A partir da criação do termo teórico, apareceu um surto de teorização em torno desse
vocábulo. Principalmente na França, onde o termo surgiu; ao que tudo indica por causa
do grande problema, como bem apontou Antoine Compagnon, do demônio da Teoria,
em seu livro de título homônimo. A despeito disso, esses teóricos concordam ao menos
no aspecto de que a autoficção têm como características serem narrativas descentradas,
fragmentadas e com sujeitos instáveis.
O segundo teórico de importância a tratar da autoficção seria VicentColonna, que
defendeu em 1989 uma tese sobre autoficção, distinguindo tipologias dentro dessa
prática: autoficção fantástica, biográfica, especular, intrusiva. Têm em comum apenas
coincidir o nome do autor, narrador e personagem. Essa tese foi publicada somente 15
anos após a criação do termo, quando os debates já se encontravam acirrados.

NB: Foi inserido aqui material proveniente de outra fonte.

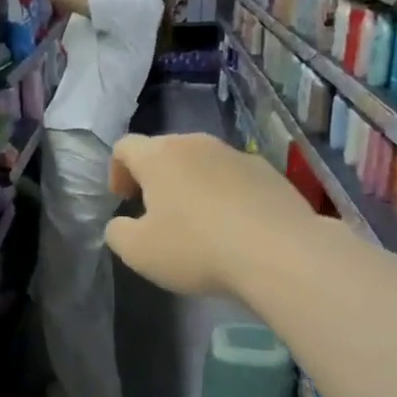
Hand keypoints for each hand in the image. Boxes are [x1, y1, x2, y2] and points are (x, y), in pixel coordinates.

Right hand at [104, 134, 319, 296]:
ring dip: (191, 185)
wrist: (280, 252)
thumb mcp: (138, 251)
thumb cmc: (196, 248)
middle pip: (165, 151)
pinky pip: (234, 178)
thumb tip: (121, 223)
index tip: (123, 200)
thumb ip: (117, 232)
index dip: (116, 171)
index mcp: (159, 156)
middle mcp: (196, 144)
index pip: (125, 147)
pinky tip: (233, 228)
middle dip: (154, 177)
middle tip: (155, 213)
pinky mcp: (269, 172)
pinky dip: (224, 195)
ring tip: (197, 223)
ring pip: (202, 162)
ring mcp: (236, 154)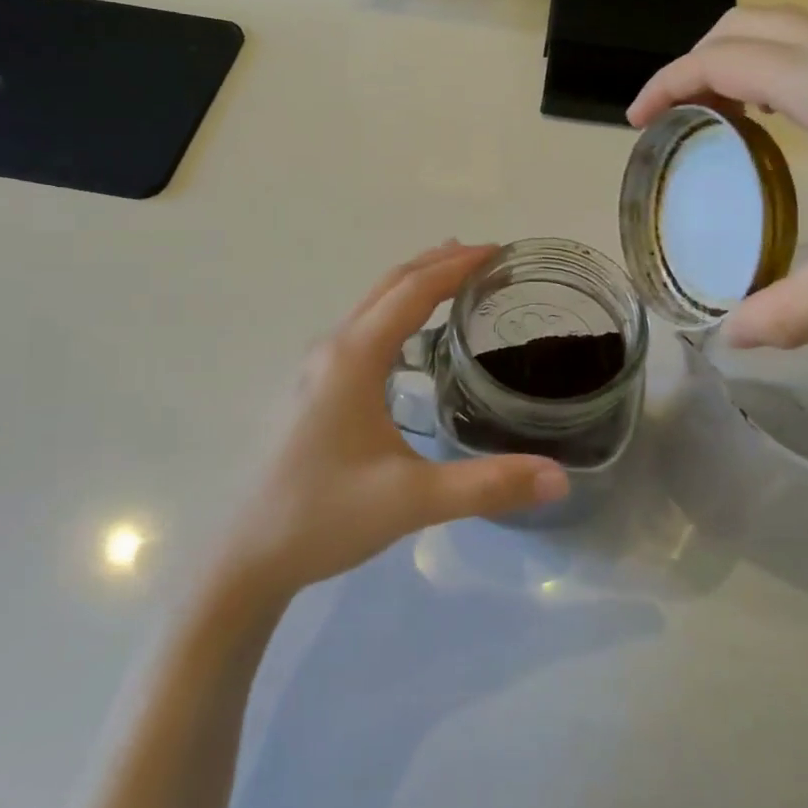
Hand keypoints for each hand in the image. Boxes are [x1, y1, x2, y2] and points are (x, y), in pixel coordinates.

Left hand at [219, 243, 568, 596]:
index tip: (499, 252)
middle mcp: (332, 349)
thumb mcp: (414, 502)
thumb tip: (560, 477)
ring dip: (414, 284)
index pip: (413, 291)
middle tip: (487, 257)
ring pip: (371, 304)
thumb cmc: (325, 517)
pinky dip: (395, 311)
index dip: (457, 266)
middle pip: (389, 285)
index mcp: (354, 358)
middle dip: (438, 263)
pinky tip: (411, 340)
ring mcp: (315, 367)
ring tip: (456, 280)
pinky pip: (360, 328)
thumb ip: (489, 486)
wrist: (247, 555)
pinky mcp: (311, 387)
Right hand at [628, 8, 807, 348]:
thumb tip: (732, 342)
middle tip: (673, 119)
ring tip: (719, 117)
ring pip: (784, 26)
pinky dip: (777, 64)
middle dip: (694, 63)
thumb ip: (799, 309)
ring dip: (737, 59)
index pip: (721, 60)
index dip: (666, 84)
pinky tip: (787, 119)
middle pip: (744, 25)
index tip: (636, 122)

É intrigante que apesar do vocábulo já constar dos dicionários franceses, ainda não haja
um consenso acerca de seu significado. A definição que consta no dicionário Robert
Culturel: “Ficção de fatos e acontecimentos estritamente reais. (2014.P120)”. Como
bem aponta Doubrovsky, essa definição não pode coincidir com aquelas formuladas por
Colonna, posto que para esse a coincidência nominal entre autor-narrador-personagem é
imprescindível.
Ainda conforme o criador do termo teórico, somente esse nome teórico seria novo. No
entanto, designaria uma prática antiga. Para exemplificar isso, Serge aponta obras de
grandes autores, como O nascimento do dia; De castelo em castelo; Diário de um
ladrão; Nadja; de Colette; Céline; Genet; Breton, respectivamente.
A autoficção enquanto gênero; inclusive seu criador não sabe ao certo se essa prática
seria um gênero, gravita em torno de um problema. Ainda que um escritor decidisse
escrever suas memórias, contar sua história, ele enfrenta um grave problema para o qual
não há solução eficaz: a falibilidade da memória, na qual entraria tanto rememoração,
quanto fabulação. A própria Ana C. reconhece isso, em uma entrevista: “A intimidade...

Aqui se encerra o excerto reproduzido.